TASK REQUIREMENTS:
Before writing out the records, remove the pictures; keep everything else exact.

Segment Open

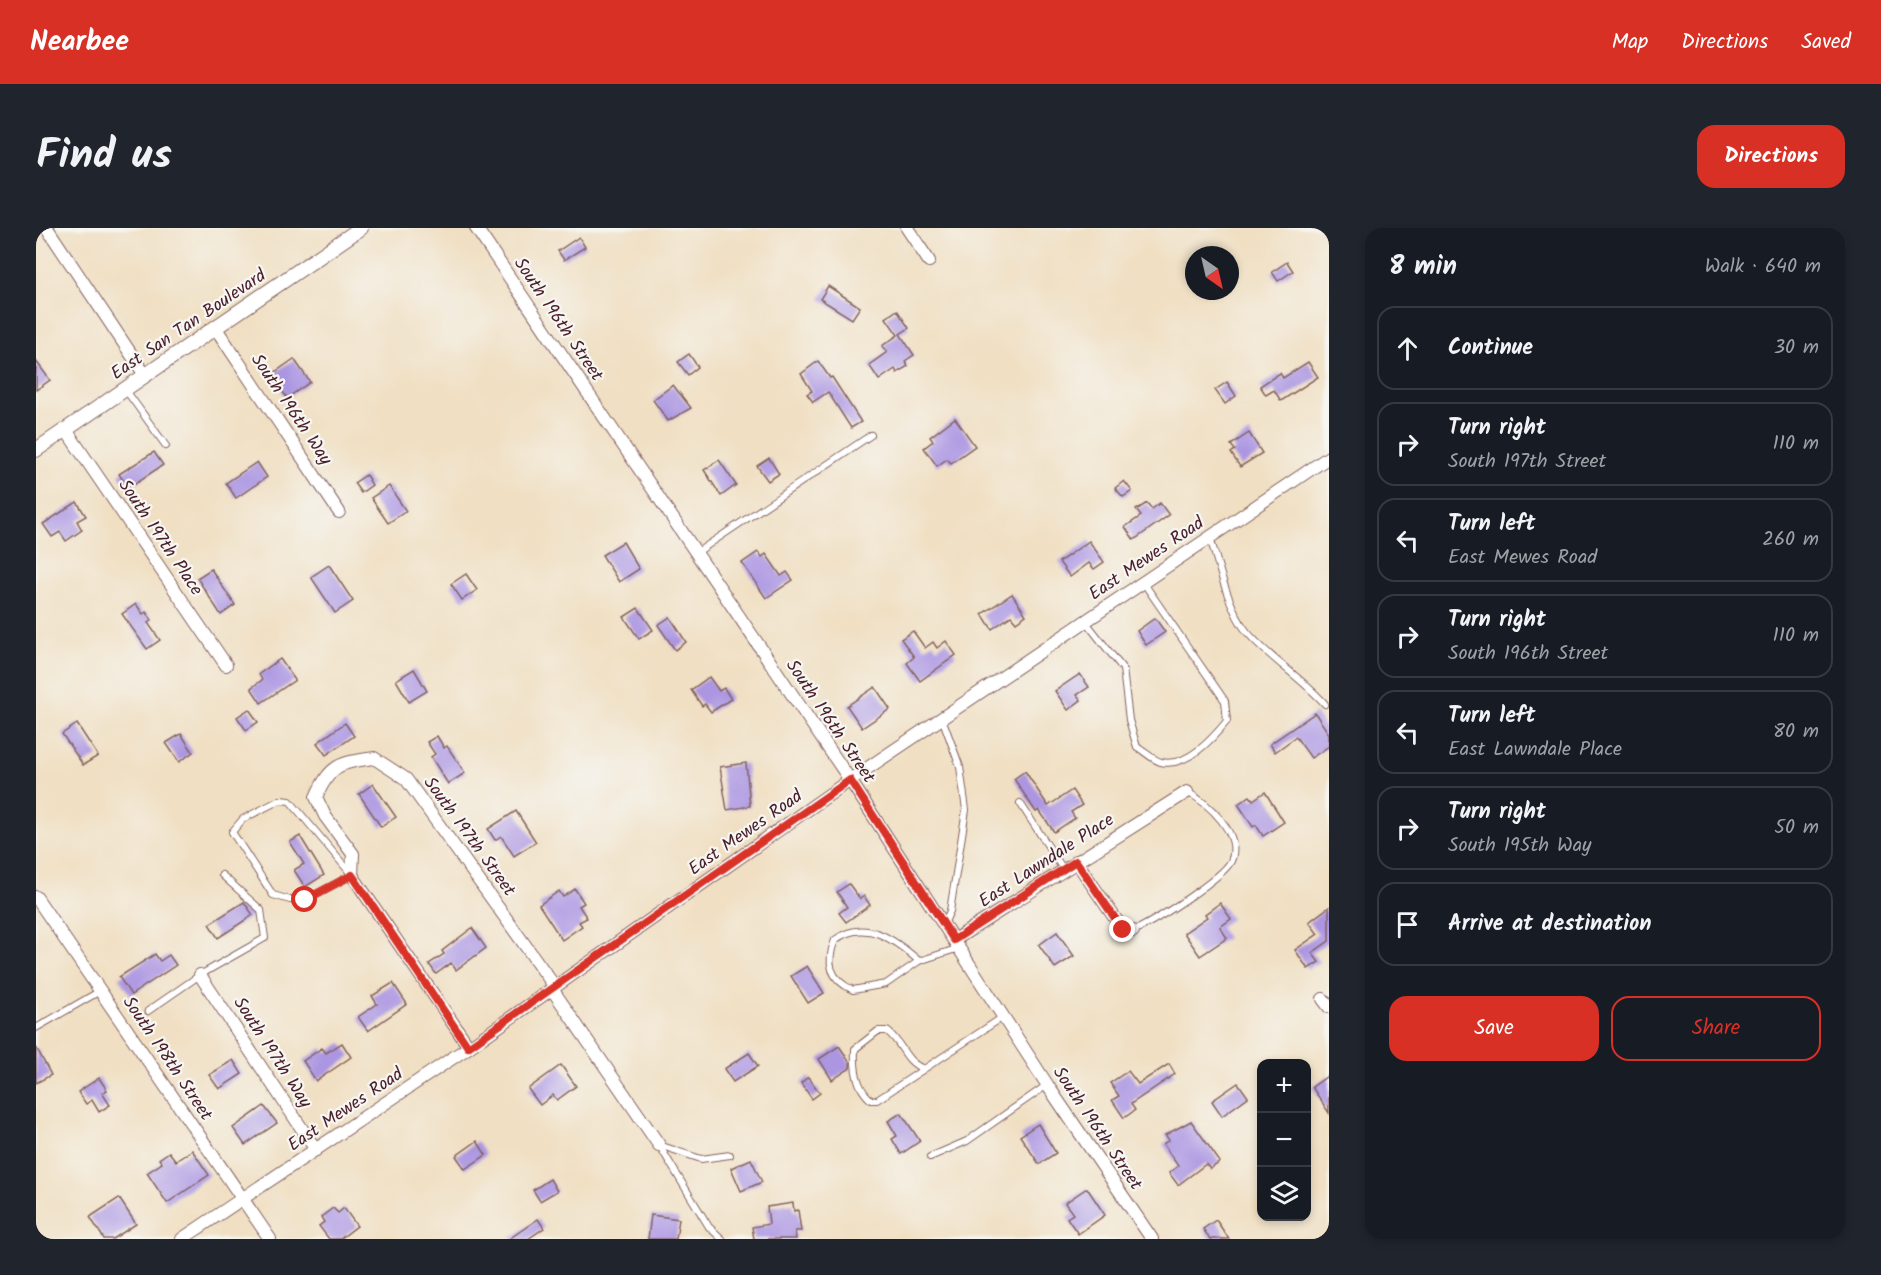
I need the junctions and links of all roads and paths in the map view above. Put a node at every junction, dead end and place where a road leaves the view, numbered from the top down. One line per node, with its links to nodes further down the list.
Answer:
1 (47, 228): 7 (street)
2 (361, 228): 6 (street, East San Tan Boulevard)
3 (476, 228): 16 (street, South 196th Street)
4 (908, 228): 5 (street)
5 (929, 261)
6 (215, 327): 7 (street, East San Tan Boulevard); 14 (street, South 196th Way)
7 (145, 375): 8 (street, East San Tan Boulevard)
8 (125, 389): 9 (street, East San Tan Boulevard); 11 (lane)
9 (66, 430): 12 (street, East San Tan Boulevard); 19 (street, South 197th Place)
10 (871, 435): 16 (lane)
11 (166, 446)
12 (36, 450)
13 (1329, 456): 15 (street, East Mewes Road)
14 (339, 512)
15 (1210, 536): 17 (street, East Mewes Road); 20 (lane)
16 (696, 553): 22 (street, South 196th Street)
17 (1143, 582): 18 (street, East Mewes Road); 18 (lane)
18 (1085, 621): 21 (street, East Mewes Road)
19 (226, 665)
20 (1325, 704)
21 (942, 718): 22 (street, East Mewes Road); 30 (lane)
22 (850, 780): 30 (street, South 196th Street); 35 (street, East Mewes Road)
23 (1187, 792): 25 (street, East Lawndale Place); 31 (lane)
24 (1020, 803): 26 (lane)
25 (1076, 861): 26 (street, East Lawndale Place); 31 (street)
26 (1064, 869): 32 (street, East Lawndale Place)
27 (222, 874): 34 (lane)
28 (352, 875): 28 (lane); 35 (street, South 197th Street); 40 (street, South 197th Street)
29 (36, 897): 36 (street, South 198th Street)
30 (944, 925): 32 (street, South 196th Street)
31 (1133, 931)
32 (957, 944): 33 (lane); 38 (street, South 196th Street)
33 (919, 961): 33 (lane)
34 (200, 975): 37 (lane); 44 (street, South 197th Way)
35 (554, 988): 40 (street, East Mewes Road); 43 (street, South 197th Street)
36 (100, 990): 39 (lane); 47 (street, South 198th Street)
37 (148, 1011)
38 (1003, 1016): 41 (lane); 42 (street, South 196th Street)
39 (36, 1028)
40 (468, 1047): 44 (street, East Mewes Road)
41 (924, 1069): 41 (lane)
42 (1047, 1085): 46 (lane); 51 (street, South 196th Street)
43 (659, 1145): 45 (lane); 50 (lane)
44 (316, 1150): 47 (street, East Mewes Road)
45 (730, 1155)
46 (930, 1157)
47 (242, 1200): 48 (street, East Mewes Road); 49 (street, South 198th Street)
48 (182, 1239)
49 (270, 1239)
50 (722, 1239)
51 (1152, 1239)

Segment Closed

RESPONSE:
I need the junctions and links of all roads and paths in the map view above. Put a node at every junction, dead end and place where a road leaves the view, numbered from the top down. One line per node, with its links to nodes further down the list.
Answer:
1 (47, 228): 7 (street)
2 (361, 228): 6 (street, East San Tan Boulevard)
3 (476, 228): 16 (street, South 196th Street)
4 (908, 228): 5 (street)
5 (929, 261)
6 (215, 327): 7 (street, East San Tan Boulevard); 14 (street, South 196th Way)
7 (145, 375): 8 (street, East San Tan Boulevard)
8 (125, 389): 9 (street, East San Tan Boulevard); 11 (lane)
9 (66, 430): 12 (street, East San Tan Boulevard); 19 (street, South 197th Place)
10 (871, 435): 16 (lane)
11 (166, 446)
12 (36, 450)
13 (1329, 456): 15 (street, East Mewes Road)
14 (339, 512)
15 (1210, 536): 17 (street, East Mewes Road); 20 (lane)
16 (696, 553): 22 (street, South 196th Street)
17 (1143, 582): 18 (street, East Mewes Road); 18 (lane)
18 (1085, 621): 21 (street, East Mewes Road)
19 (226, 665)
20 (1325, 704)
21 (942, 718): 22 (street, East Mewes Road); 30 (lane)
22 (850, 780): 30 (street, South 196th Street); 35 (street, East Mewes Road)
23 (1187, 792): 25 (street, East Lawndale Place); 31 (lane)
24 (1020, 803): 26 (lane)
25 (1076, 861): 26 (street, East Lawndale Place); 31 (street)
26 (1064, 869): 32 (street, East Lawndale Place)
27 (222, 874): 34 (lane)
28 (352, 875): 28 (lane); 35 (street, South 197th Street); 40 (street, South 197th Street)
29 (36, 897): 36 (street, South 198th Street)
30 (944, 925): 32 (street, South 196th Street)
31 (1133, 931)
32 (957, 944): 33 (lane); 38 (street, South 196th Street)
33 (919, 961): 33 (lane)
34 (200, 975): 37 (lane); 44 (street, South 197th Way)
35 (554, 988): 40 (street, East Mewes Road); 43 (street, South 197th Street)
36 (100, 990): 39 (lane); 47 (street, South 198th Street)
37 (148, 1011)
38 (1003, 1016): 41 (lane); 42 (street, South 196th Street)
39 (36, 1028)
40 (468, 1047): 44 (street, East Mewes Road)
41 (924, 1069): 41 (lane)
42 (1047, 1085): 46 (lane); 51 (street, South 196th Street)
43 (659, 1145): 45 (lane); 50 (lane)
44 (316, 1150): 47 (street, East Mewes Road)
45 (730, 1155)
46 (930, 1157)
47 (242, 1200): 48 (street, East Mewes Road); 49 (street, South 198th Street)
48 (182, 1239)
49 (270, 1239)
50 (722, 1239)
51 (1152, 1239)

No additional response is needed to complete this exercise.